Tractor.com was first exposed to the BX80 series last fall at the Kubota dealer meeting held in Grapevine, TX. At that time, we were told the new models would begin to hit dealer stocks in the May/June timeframe. When the good folks at Ruwet-Sibley Equipment Corp., with locations in Torrington and New Milford, Conn., let us know BX80 models had arrived, we promptly adjusted our equipment review queue. Arriving at the Torrington location, a BX2380 and a BX23S were both on hand, and though we did spend time kicking the tires of both, for this week’s review we concentrate on the BX23S.
COMPARISON: Read our review of the 2017 Mahindra 2538 TLB
As mentioned above, the BX23S is powered by the same D902 54.8 cubic inch three-cylinder Kubota diesel found on the BX2380. The engine is EPA Final Tier 4 (FT4) compliant, and idles at 1800 rpm, where we measured sound levels of 82/86 dBA from the operator seat. Rated power (23) comes at 3200 rpm with a power take-off (PTO) output of 17.7.

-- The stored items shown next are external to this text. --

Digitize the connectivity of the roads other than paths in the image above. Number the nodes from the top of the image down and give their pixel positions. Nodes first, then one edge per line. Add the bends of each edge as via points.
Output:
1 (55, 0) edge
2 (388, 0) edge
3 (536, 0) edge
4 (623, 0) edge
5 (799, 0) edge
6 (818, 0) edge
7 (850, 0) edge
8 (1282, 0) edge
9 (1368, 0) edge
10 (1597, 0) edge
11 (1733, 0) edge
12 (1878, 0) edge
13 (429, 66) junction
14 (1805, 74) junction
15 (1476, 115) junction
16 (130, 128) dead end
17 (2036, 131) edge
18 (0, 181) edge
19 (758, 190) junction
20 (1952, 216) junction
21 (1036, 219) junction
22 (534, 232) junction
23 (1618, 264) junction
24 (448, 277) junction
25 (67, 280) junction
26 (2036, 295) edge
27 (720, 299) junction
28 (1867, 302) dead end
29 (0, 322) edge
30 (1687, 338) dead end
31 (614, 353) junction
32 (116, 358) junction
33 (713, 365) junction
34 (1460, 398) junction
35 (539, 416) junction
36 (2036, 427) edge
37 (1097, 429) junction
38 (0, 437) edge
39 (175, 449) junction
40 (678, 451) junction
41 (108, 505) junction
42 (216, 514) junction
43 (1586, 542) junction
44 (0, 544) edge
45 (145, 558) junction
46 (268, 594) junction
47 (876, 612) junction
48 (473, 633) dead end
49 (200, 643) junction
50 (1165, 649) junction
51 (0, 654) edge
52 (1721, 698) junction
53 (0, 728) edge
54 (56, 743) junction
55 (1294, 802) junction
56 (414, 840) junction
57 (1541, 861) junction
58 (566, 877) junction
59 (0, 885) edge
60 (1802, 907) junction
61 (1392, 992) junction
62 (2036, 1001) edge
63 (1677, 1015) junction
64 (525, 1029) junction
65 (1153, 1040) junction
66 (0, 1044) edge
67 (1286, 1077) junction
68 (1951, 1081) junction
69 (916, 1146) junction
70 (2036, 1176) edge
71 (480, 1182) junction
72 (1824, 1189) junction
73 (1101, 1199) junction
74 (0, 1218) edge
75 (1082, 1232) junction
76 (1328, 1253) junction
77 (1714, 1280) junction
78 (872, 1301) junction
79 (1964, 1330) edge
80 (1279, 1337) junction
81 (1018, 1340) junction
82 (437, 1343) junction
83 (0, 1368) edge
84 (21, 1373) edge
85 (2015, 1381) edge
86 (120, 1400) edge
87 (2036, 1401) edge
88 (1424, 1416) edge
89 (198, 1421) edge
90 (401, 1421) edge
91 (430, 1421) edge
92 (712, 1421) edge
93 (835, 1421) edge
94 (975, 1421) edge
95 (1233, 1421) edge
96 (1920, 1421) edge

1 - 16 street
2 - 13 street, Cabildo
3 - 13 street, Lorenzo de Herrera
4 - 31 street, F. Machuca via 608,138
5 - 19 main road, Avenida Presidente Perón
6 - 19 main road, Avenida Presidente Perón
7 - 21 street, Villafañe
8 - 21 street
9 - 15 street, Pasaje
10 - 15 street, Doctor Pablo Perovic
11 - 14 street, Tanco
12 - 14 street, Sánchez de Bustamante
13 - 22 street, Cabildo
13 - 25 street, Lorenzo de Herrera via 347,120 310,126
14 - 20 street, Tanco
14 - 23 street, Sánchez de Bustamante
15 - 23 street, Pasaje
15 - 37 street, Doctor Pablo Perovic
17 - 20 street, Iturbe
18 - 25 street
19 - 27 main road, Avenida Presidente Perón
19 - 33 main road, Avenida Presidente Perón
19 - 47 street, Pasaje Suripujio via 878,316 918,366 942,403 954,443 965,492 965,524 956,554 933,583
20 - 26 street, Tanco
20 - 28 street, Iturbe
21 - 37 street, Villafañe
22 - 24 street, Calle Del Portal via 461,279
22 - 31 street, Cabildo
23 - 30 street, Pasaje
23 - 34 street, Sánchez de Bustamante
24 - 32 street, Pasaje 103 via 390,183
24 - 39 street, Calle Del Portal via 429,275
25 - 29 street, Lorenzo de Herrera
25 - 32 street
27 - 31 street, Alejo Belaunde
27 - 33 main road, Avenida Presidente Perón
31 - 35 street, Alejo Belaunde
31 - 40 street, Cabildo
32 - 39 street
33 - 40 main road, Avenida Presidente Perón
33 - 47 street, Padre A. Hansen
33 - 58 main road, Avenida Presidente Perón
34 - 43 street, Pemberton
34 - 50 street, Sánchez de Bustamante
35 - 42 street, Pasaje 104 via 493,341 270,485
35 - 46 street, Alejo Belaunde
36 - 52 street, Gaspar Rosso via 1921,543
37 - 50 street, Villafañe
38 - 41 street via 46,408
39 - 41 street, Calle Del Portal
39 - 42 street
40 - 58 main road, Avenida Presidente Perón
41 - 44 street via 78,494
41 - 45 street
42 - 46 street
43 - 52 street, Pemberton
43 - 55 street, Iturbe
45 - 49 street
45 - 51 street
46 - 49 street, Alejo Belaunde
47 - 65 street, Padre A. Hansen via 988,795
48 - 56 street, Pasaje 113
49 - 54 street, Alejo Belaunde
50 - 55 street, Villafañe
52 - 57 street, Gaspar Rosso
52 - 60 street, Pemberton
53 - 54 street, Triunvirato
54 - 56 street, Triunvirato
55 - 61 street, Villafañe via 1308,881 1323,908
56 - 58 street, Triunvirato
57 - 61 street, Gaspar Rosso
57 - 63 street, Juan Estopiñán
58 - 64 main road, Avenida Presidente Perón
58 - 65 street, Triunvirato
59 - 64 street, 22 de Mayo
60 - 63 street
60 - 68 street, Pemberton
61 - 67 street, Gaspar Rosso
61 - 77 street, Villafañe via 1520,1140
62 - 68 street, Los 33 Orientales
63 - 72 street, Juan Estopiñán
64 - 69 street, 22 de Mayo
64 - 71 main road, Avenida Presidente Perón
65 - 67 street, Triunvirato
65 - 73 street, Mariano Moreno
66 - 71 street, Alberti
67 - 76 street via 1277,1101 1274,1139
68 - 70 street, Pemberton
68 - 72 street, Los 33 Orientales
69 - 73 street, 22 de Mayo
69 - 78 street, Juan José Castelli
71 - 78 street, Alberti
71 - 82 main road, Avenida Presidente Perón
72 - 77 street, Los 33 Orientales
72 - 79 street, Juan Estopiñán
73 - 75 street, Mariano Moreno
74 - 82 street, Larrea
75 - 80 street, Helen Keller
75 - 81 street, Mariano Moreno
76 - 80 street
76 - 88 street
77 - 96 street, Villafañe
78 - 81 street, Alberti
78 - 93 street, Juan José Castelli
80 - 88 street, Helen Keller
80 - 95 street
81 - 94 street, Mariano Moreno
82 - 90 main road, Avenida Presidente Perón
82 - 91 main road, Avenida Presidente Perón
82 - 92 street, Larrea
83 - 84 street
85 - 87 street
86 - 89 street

The sole transmission offering is a two-range hydrostatic transmission (HST) controlled by a treadle pedal. Forward speed range is 0-8.4 mph, while reverse is 0-6.5 mph. Standard is a live independent PTO (mid 2500/rear 540 rpm) selectable for mid, rear and mid and rear operation. Hydraulics run through a single pump flowing 6.2 gpm and powering the power steering and implement circuits. Three-point hitch (3PH) lift capacity is 680 lbs measured at 24” behind pin, but since the BX23S is a TLB, the top and lower link arms are optional.
COMPARISON: Read our review of the 2017 John Deere 3025E
There are two loaders available – the LA340 (pin-on) and the LA340S quick attach (Swift-Tach). Our test tractor was outfitted with the latter, which is a curved boom design and easily attached/detached by the operator without he or she leaving their seat. The simple procedure requires the operator to raise the loader using the joystick control and cycle the bucket to full dump position, pull the stand release lever, reposition the bucket and lower to the ground, unlatch the loader stanchion hooks, lower the frame from the mast, turn off engine and relieve hydraulic pressure by nudging the joystick, then pull a single lever to detach the hydraulic lines – all without the operator having to get off the tractor!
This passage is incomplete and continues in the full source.